第20話 風景

 統一試験は三人ともボーダーは越えたみたいだった。

 12月に入って、担任からそれぞれ進路について面談が行われた。

 あたしは希望の文理は大丈夫そうとのことだった。凪は経済、大井は商学部、それぞれボーダーを越えたと聞いた。

 みんなが集まったあの日。あれから、本当に三人が変わったのがおかしかった。

 目に見えて、そういう例えって本当にあてはまるんだと笑ったくらい。

 凪は、真希さんさながらに、それはわがままとかではなく自由奔放という言葉がハマる感じになっている。迷惑なところまで似ないといいな。

 大井は、頑固さや意地っ張りが鳴りを潜め、人当たりも穏やかで、大井を知ってる人間からは目を丸くされた。

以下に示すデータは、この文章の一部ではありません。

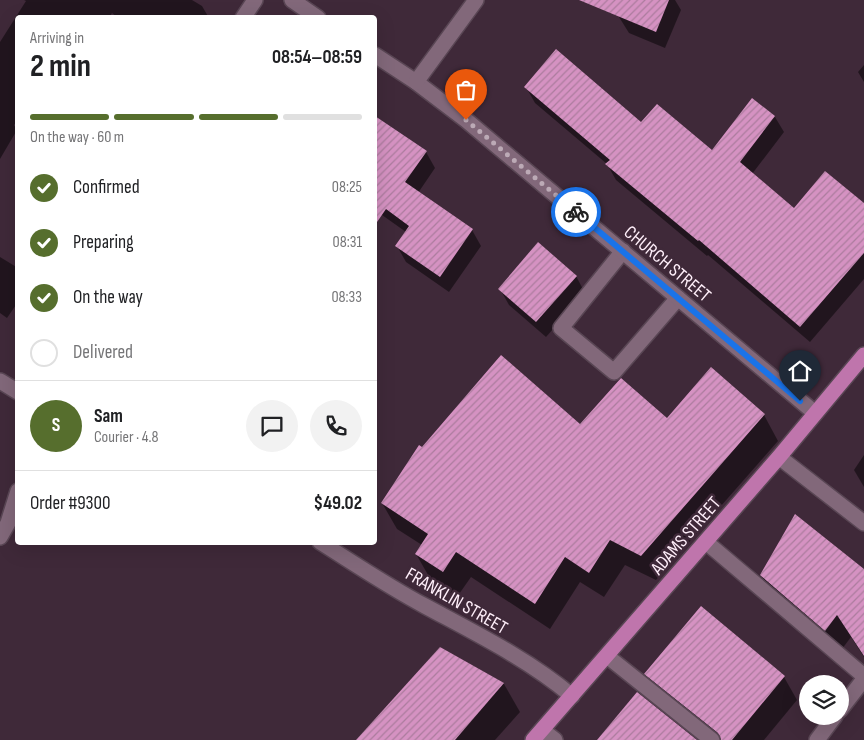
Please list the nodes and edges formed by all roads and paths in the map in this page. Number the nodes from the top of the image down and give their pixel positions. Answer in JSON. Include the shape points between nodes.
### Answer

 本人はどこが変わったかわかってないみたいだけど。彼女できるとこうまで変わるもんなんだ、とあたしは感心してる。相手が凪だからかも。

 あたしは、自分ではよくわかんなかった。

 ただ、表情が豊かになったと梓さんに言われた。ちょうどそばにいた二人にもうなずかれたのを覚えている。造るのが面倒になったのは事実だけど。

 それでも生活が何が変わることはなかった。

 授業も消化試合みたいな空気で、先生の方も慣れたものだった。もともとウチの教師陣はOBが多いのもある。

 期末も特に問題なく終わり、試験休みに梓さん達が推薦が決まったお祝いをしてくれるとのことで、あたしは沙羅双樹に向かうのに駅で大井と凪の二人を待っていた。

 白のロングダウンで立っていると、見覚えのある顔が前に立った。クラスの女子二人と男子二人だった。

「御堂じゃん。何してんの?」

 以前の凪をもっと軽くチャラくした感じの女子。名前は……村上?だったかな?

「友達と待ち合わせ」

「え?男?」

 すぐに男と結びつけるのはどうかと思うけど、クリスマスもすぐだからかな。

 この子、苦手。隣の……山根?山佐?あ、山形だ、も苦手。薄っぺらい感じしかしない。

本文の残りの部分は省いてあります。